*Stored data*:
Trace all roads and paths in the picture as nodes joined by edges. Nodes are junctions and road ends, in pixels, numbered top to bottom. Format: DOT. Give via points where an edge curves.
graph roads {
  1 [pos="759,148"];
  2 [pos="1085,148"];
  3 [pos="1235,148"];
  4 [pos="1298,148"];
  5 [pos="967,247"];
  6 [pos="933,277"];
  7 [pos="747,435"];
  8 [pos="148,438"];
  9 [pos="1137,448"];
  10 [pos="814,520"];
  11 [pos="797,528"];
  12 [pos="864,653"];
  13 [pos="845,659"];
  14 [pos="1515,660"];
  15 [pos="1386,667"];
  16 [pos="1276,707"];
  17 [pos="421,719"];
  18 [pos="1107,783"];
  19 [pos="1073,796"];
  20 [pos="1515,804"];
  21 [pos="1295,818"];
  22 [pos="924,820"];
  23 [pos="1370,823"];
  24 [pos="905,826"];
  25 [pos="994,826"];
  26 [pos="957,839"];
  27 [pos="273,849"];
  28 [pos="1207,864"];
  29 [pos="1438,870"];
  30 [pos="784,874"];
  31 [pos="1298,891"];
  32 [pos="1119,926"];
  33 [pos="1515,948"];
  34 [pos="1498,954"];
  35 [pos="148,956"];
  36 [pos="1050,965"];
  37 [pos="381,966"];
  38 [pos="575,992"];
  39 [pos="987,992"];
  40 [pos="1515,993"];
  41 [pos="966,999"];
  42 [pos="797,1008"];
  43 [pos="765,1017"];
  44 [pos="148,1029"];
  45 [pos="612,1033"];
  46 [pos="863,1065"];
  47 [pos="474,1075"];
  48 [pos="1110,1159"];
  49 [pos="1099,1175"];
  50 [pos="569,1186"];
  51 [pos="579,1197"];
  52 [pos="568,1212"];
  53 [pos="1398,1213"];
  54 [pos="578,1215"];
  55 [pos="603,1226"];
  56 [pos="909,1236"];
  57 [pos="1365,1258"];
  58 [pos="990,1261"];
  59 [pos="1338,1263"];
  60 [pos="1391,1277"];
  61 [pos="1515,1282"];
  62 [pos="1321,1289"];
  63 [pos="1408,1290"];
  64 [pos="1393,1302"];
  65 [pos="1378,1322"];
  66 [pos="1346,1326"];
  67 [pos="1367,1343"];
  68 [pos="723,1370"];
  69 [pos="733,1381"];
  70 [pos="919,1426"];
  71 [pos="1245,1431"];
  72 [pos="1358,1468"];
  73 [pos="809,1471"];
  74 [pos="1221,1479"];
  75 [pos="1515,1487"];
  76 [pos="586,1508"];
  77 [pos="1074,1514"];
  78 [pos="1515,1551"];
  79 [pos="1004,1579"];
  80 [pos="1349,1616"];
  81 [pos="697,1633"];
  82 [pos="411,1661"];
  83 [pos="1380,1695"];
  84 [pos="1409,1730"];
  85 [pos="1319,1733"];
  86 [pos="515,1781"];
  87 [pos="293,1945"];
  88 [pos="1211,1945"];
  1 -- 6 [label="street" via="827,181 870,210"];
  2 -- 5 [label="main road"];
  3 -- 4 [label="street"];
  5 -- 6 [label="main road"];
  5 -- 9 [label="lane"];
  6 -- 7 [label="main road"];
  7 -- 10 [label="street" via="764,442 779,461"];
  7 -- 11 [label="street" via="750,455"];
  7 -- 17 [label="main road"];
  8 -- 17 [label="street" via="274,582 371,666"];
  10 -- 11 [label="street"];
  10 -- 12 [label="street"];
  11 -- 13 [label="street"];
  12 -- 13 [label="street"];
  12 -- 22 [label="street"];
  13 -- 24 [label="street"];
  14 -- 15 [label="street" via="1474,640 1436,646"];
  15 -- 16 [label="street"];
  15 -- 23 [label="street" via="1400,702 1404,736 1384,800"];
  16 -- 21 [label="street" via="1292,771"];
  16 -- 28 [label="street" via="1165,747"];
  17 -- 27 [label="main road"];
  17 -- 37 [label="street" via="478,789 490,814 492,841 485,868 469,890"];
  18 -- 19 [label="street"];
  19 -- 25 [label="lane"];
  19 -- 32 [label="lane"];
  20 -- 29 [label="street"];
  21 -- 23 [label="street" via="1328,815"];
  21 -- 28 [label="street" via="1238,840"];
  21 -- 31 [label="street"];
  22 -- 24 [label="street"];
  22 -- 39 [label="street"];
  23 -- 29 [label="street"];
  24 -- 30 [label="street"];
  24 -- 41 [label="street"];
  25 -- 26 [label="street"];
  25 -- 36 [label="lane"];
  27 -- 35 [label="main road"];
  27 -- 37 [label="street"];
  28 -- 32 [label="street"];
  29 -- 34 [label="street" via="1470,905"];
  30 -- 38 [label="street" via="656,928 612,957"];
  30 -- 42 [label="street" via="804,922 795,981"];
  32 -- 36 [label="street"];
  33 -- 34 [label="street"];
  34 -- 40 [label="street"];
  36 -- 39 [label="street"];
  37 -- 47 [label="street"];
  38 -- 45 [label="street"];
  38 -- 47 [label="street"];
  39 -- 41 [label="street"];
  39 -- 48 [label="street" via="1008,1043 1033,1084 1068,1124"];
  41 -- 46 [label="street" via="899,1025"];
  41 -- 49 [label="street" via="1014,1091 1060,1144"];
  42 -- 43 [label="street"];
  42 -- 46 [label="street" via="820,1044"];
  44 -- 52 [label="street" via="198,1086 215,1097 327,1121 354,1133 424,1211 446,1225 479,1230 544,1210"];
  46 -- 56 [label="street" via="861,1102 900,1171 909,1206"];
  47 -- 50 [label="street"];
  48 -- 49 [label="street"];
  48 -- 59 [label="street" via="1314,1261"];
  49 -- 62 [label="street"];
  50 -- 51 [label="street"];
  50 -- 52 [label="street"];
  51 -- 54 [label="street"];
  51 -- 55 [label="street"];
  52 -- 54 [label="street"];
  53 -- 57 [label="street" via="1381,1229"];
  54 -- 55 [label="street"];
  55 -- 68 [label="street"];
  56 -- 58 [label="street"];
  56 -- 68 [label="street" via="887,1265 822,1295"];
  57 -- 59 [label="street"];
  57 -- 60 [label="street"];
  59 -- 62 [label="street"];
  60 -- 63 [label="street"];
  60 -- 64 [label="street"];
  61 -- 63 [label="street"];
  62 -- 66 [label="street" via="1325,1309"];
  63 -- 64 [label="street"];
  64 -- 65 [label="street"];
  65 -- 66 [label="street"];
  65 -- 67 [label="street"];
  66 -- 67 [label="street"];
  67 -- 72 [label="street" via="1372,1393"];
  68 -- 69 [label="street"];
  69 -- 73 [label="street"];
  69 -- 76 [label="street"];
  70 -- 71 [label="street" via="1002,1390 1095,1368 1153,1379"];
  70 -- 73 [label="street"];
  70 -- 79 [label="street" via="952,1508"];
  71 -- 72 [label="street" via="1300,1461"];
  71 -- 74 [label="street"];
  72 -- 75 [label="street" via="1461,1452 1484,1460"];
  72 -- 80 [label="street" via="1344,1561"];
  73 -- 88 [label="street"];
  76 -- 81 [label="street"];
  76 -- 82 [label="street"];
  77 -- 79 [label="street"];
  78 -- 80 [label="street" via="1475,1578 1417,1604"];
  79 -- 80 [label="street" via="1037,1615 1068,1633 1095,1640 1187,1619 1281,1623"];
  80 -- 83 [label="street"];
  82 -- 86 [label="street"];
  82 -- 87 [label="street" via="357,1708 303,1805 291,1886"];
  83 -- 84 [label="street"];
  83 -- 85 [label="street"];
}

*ASSIGNMENT*: Each entry must be reproduced verbatim.

*TASK OUTPUT*:
Trace all roads and paths in the picture as nodes joined by edges. Nodes are junctions and road ends, in pixels, numbered top to bottom. Format: DOT. Give via points where an edge curves.
graph roads {
  1 [pos="759,148"];
  2 [pos="1085,148"];
  3 [pos="1235,148"];
  4 [pos="1298,148"];
  5 [pos="967,247"];
  6 [pos="933,277"];
  7 [pos="747,435"];
  8 [pos="148,438"];
  9 [pos="1137,448"];
  10 [pos="814,520"];
  11 [pos="797,528"];
  12 [pos="864,653"];
  13 [pos="845,659"];
  14 [pos="1515,660"];
  15 [pos="1386,667"];
  16 [pos="1276,707"];
  17 [pos="421,719"];
  18 [pos="1107,783"];
  19 [pos="1073,796"];
  20 [pos="1515,804"];
  21 [pos="1295,818"];
  22 [pos="924,820"];
  23 [pos="1370,823"];
  24 [pos="905,826"];
  25 [pos="994,826"];
  26 [pos="957,839"];
  27 [pos="273,849"];
  28 [pos="1207,864"];
  29 [pos="1438,870"];
  30 [pos="784,874"];
  31 [pos="1298,891"];
  32 [pos="1119,926"];
  33 [pos="1515,948"];
  34 [pos="1498,954"];
  35 [pos="148,956"];
  36 [pos="1050,965"];
  37 [pos="381,966"];
  38 [pos="575,992"];
  39 [pos="987,992"];
  40 [pos="1515,993"];
  41 [pos="966,999"];
  42 [pos="797,1008"];
  43 [pos="765,1017"];
  44 [pos="148,1029"];
  45 [pos="612,1033"];
  46 [pos="863,1065"];
  47 [pos="474,1075"];
  48 [pos="1110,1159"];
  49 [pos="1099,1175"];
  50 [pos="569,1186"];
  51 [pos="579,1197"];
  52 [pos="568,1212"];
  53 [pos="1398,1213"];
  54 [pos="578,1215"];
  55 [pos="603,1226"];
  56 [pos="909,1236"];
  57 [pos="1365,1258"];
  58 [pos="990,1261"];
  59 [pos="1338,1263"];
  60 [pos="1391,1277"];
  61 [pos="1515,1282"];
  62 [pos="1321,1289"];
  63 [pos="1408,1290"];
  64 [pos="1393,1302"];
  65 [pos="1378,1322"];
  66 [pos="1346,1326"];
  67 [pos="1367,1343"];
  68 [pos="723,1370"];
  69 [pos="733,1381"];
  70 [pos="919,1426"];
  71 [pos="1245,1431"];
  72 [pos="1358,1468"];
  73 [pos="809,1471"];
  74 [pos="1221,1479"];
  75 [pos="1515,1487"];
  76 [pos="586,1508"];
  77 [pos="1074,1514"];
  78 [pos="1515,1551"];
  79 [pos="1004,1579"];
  80 [pos="1349,1616"];
  81 [pos="697,1633"];
  82 [pos="411,1661"];
  83 [pos="1380,1695"];
  84 [pos="1409,1730"];
  85 [pos="1319,1733"];
  86 [pos="515,1781"];
  87 [pos="293,1945"];
  88 [pos="1211,1945"];
  1 -- 6 [label="street" via="827,181 870,210"];
  2 -- 5 [label="main road"];
  3 -- 4 [label="street"];
  5 -- 6 [label="main road"];
  5 -- 9 [label="lane"];
  6 -- 7 [label="main road"];
  7 -- 10 [label="street" via="764,442 779,461"];
  7 -- 11 [label="street" via="750,455"];
  7 -- 17 [label="main road"];
  8 -- 17 [label="street" via="274,582 371,666"];
  10 -- 11 [label="street"];
  10 -- 12 [label="street"];
  11 -- 13 [label="street"];
  12 -- 13 [label="street"];
  12 -- 22 [label="street"];
  13 -- 24 [label="street"];
  14 -- 15 [label="street" via="1474,640 1436,646"];
  15 -- 16 [label="street"];
  15 -- 23 [label="street" via="1400,702 1404,736 1384,800"];
  16 -- 21 [label="street" via="1292,771"];
  16 -- 28 [label="street" via="1165,747"];
  17 -- 27 [label="main road"];
  17 -- 37 [label="street" via="478,789 490,814 492,841 485,868 469,890"];
  18 -- 19 [label="street"];
  19 -- 25 [label="lane"];
  19 -- 32 [label="lane"];
  20 -- 29 [label="street"];
  21 -- 23 [label="street" via="1328,815"];
  21 -- 28 [label="street" via="1238,840"];
  21 -- 31 [label="street"];
  22 -- 24 [label="street"];
  22 -- 39 [label="street"];
  23 -- 29 [label="street"];
  24 -- 30 [label="street"];
  24 -- 41 [label="street"];
  25 -- 26 [label="street"];
  25 -- 36 [label="lane"];
  27 -- 35 [label="main road"];
  27 -- 37 [label="street"];
  28 -- 32 [label="street"];
  29 -- 34 [label="street" via="1470,905"];
  30 -- 38 [label="street" via="656,928 612,957"];
  30 -- 42 [label="street" via="804,922 795,981"];
  32 -- 36 [label="street"];
  33 -- 34 [label="street"];
  34 -- 40 [label="street"];
  36 -- 39 [label="street"];
  37 -- 47 [label="street"];
  38 -- 45 [label="street"];
  38 -- 47 [label="street"];
  39 -- 41 [label="street"];
  39 -- 48 [label="street" via="1008,1043 1033,1084 1068,1124"];
  41 -- 46 [label="street" via="899,1025"];
  41 -- 49 [label="street" via="1014,1091 1060,1144"];
  42 -- 43 [label="street"];
  42 -- 46 [label="street" via="820,1044"];
  44 -- 52 [label="street" via="198,1086 215,1097 327,1121 354,1133 424,1211 446,1225 479,1230 544,1210"];
  46 -- 56 [label="street" via="861,1102 900,1171 909,1206"];
  47 -- 50 [label="street"];
  48 -- 49 [label="street"];
  48 -- 59 [label="street" via="1314,1261"];
  49 -- 62 [label="street"];
  50 -- 51 [label="street"];
  50 -- 52 [label="street"];
  51 -- 54 [label="street"];
  51 -- 55 [label="street"];
  52 -- 54 [label="street"];
  53 -- 57 [label="street" via="1381,1229"];
  54 -- 55 [label="street"];
  55 -- 68 [label="street"];
  56 -- 58 [label="street"];
  56 -- 68 [label="street" via="887,1265 822,1295"];
  57 -- 59 [label="street"];
  57 -- 60 [label="street"];
  59 -- 62 [label="street"];
  60 -- 63 [label="street"];
  60 -- 64 [label="street"];
  61 -- 63 [label="street"];
  62 -- 66 [label="street" via="1325,1309"];
  63 -- 64 [label="street"];
  64 -- 65 [label="street"];
  65 -- 66 [label="street"];
  65 -- 67 [label="street"];
  66 -- 67 [label="street"];
  67 -- 72 [label="street" via="1372,1393"];
  68 -- 69 [label="street"];
  69 -- 73 [label="street"];
  69 -- 76 [label="street"];
  70 -- 71 [label="street" via="1002,1390 1095,1368 1153,1379"];
  70 -- 73 [label="street"];
  70 -- 79 [label="street" via="952,1508"];
  71 -- 72 [label="street" via="1300,1461"];
  71 -- 74 [label="street"];
  72 -- 75 [label="street" via="1461,1452 1484,1460"];
  72 -- 80 [label="street" via="1344,1561"];
  73 -- 88 [label="street"];
  76 -- 81 [label="street"];
  76 -- 82 [label="street"];
  77 -- 79 [label="street"];
  78 -- 80 [label="street" via="1475,1578 1417,1604"];
  79 -- 80 [label="street" via="1037,1615 1068,1633 1095,1640 1187,1619 1281,1623"];
  80 -- 83 [label="street"];
  82 -- 86 [label="street"];
  82 -- 87 [label="street" via="357,1708 303,1805 291,1886"];
  83 -- 84 [label="street"];
  83 -- 85 [label="street"];
}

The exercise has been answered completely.